Laboratory-adapted Pf3D7 (MRA102), PfINDO (MRA819), and PfCam3.1R539T (MRA1240) were procured from BEI resources and maintained in O+ve human RBCs collected from the Rotary blood bank, New Delhi. Cultures at 4% hematocrit (H) were allowed to grow in complete RPMI 1640 medium at 37 °C under reduced O2 (gas mixture: 5% O2, 5% CO2, and 90% N2) as described by Trager and Jenson.80 Antiplasmodial activities of test compounds were evaluated by fluorescence-based 96-well format SYBR green I assay as described. Growth inhibition studies were carried out in 96-well microtiter plates with final-well volumes of 100 μL (4 μL of test molecules and 96 μL parasite culture at 1% P and 2% H). After 72 hours, percent growth was determined by adding 100 μL of Lysis buffer (1x SYBR green, 20 mM Tris (pH 7.5), 5 mm EDTA, 0.008% (W/V) saponin, and 0.08% (v/v) Triton X-100). The plates were incubated in the dark for 2 hour at 37°C. Fluorescence was measured using wavelengths of 485 nm and 520 nm as excitation and emission, respectively. Chloroquine (4 μM) as zero growth positive control and 0.4% DMSO as 100% growth negative control was used. IC50 was calculated by plotting the inhibitor concentration vs normalized response and fitting the data with a nonlinear regression model in GraphPad Prism software.

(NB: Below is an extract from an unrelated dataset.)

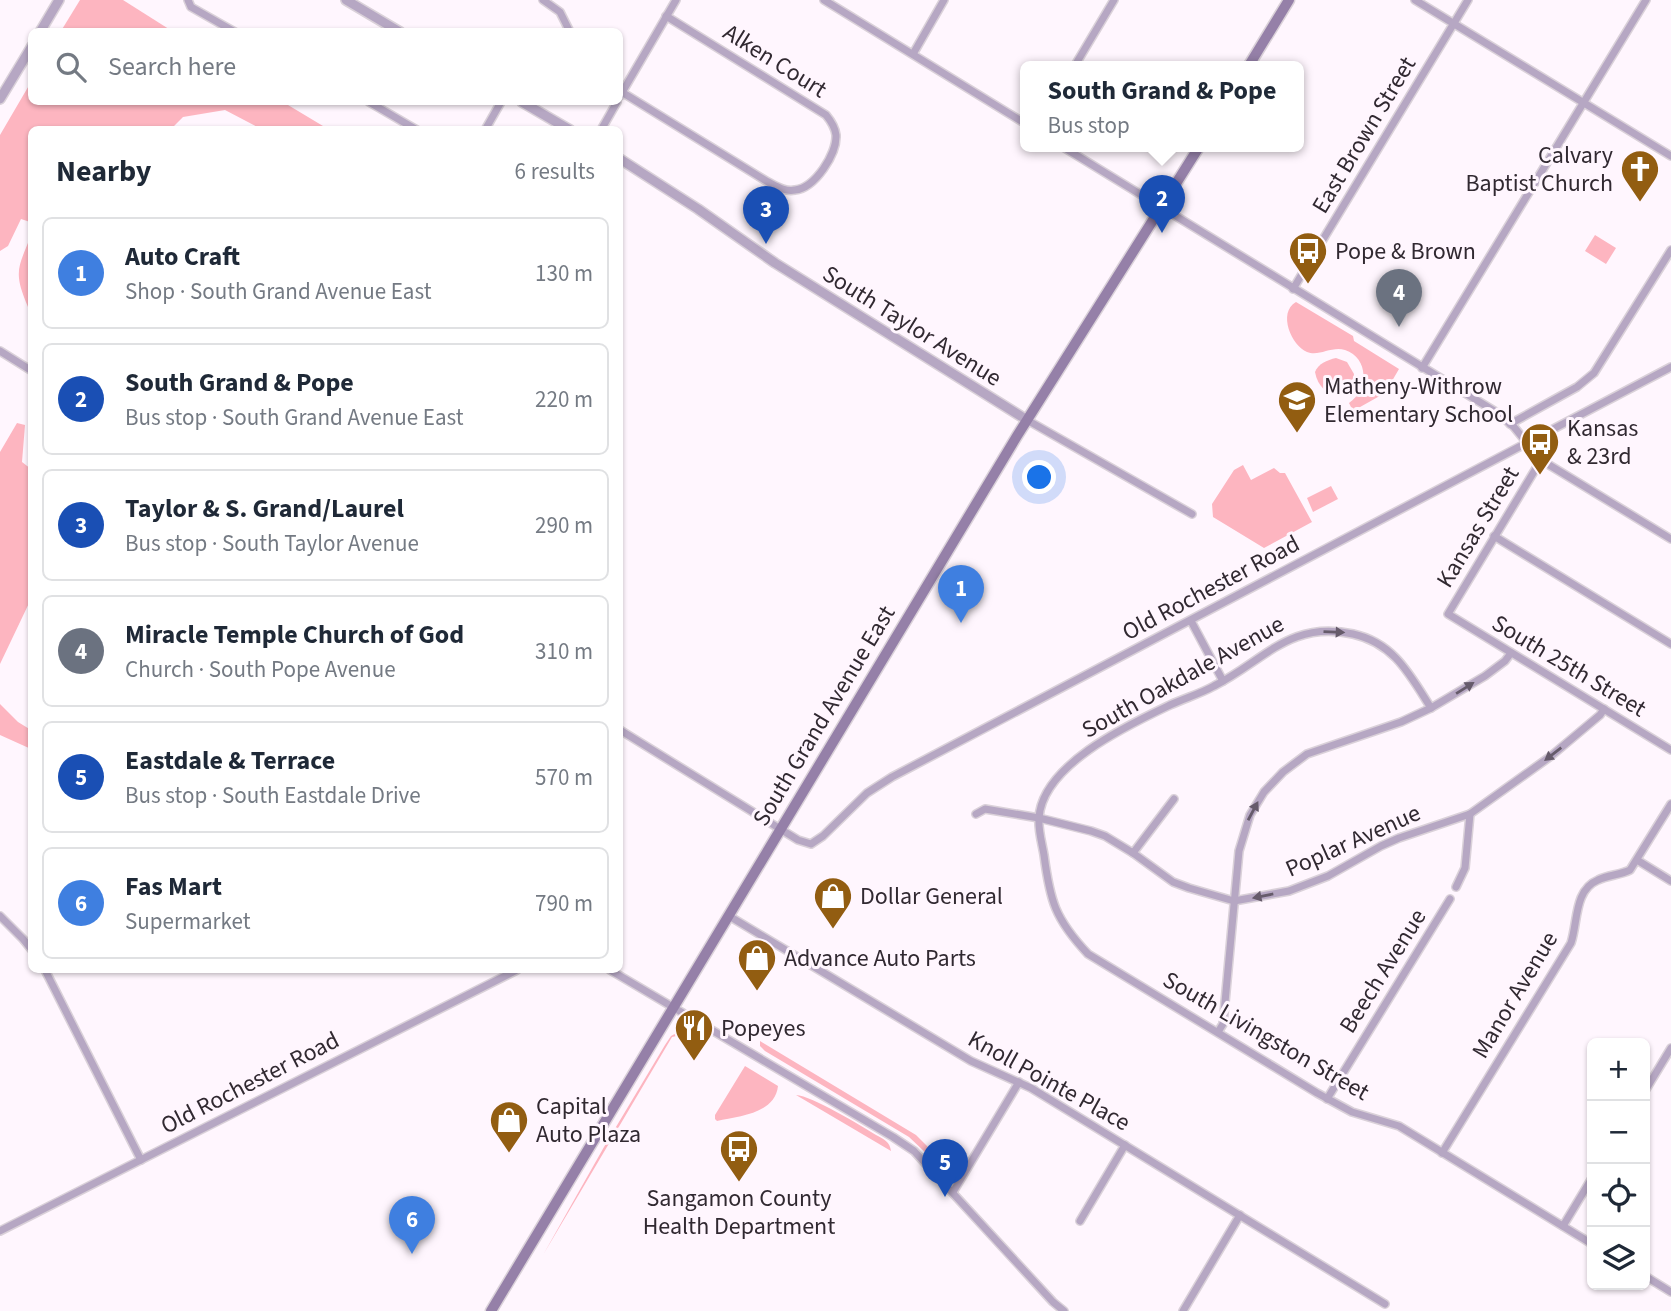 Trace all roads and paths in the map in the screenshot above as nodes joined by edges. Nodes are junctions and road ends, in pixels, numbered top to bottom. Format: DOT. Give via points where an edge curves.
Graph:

In Vitro Cell Cytotoxicity Assay against Mammalian Cell Lines

Human cell lines HUH-7 and HEK293 were used to determine the cytotoxic effects of test compounds by using MTT [3-(4,5-dimethylthiazol-2-yl)2,5-diphenyltetrazolium bromide] assay for mammalian cell viability as described by Mosmann.39 Cells were cultured in 10% fetal bovine serum supplemented with DMEM (cDMEM). Briefly, trypsinized cells (104 cells/200 μL cDMEM/well) were seeded in triplicate into 96-well flat-bottom tissue-culture plates. Following 16 h of cell seeding in triplicate, 200 μL of media was replaced with 96 μL of fresh cDMEM, and test molecule solutions (4 μL in 20% DMSO) were added. Culture plates were incubated for 24 h in a humidified atmosphere at 37 °C and 5% CO2. 10 and 0.8% DMSO (v/v) were used as +ve (zero growth) and −ve (100% growth) controls, respectively. After 24 h treatment, 20 μL of MTT (5 mg/mL in 1× PBS) solution was added to each well, and plates were incubated for 4 h at 37 °C. After that, the plates were centrifuged (700g, 10 min), and supernatants were aspirated using a multipipet. This was followed by adding 200 μL of DMSO and incubating the plate at 37 °C for 10 min. The amount of formazan (a measure of cell growth) formed was assessed by measuring the optical density (OD) at 570 nm. CC50 was calculated by plotting the inhibitor concentration vs normalized response and fitting the data with a nonlinear regression model in GraphPad Prism software.

Ring-Stage Survival Assay (RSA)

Ring-stage survival assay was carried out as per Witkowshi et al.81 Briefly, PfCam3.1R539T at 1% P rings (0–3 h p.i.) and 2% H were treated with 10× IC50 for 6 h followed by test molecule removal (three times using 1× PBS wash) and incubation in fresh cRPMI for the next 66 h. At the end of 72 h, stage progression was assessed by Giemsa-stained smear, and % revival was assessed by SYBR green I lysis method.

Stage-Specific Inhibition

PfINDO cultures at 0–6 h post-invasion (p.i.) (rings), 18–22 h p.i. (trophozoites), 30–34 h p.i. (early schizonts), and 40–44 h p.i. (late schizonts) were incubated with varying concentrations of test molecules for a period of 12 h followed by test molecule removal by centrifugal media washes and allowing cultures to grow for second cycle (48 h) in test molecule free media. Plotting normalized growth curves and fitting them with nonlinear regression model yielded IC50 (concentration of test molecule at 50% growth) with untreated, and Chloroquine-treated cultures acting as 100% and 0% growth controls, respectively.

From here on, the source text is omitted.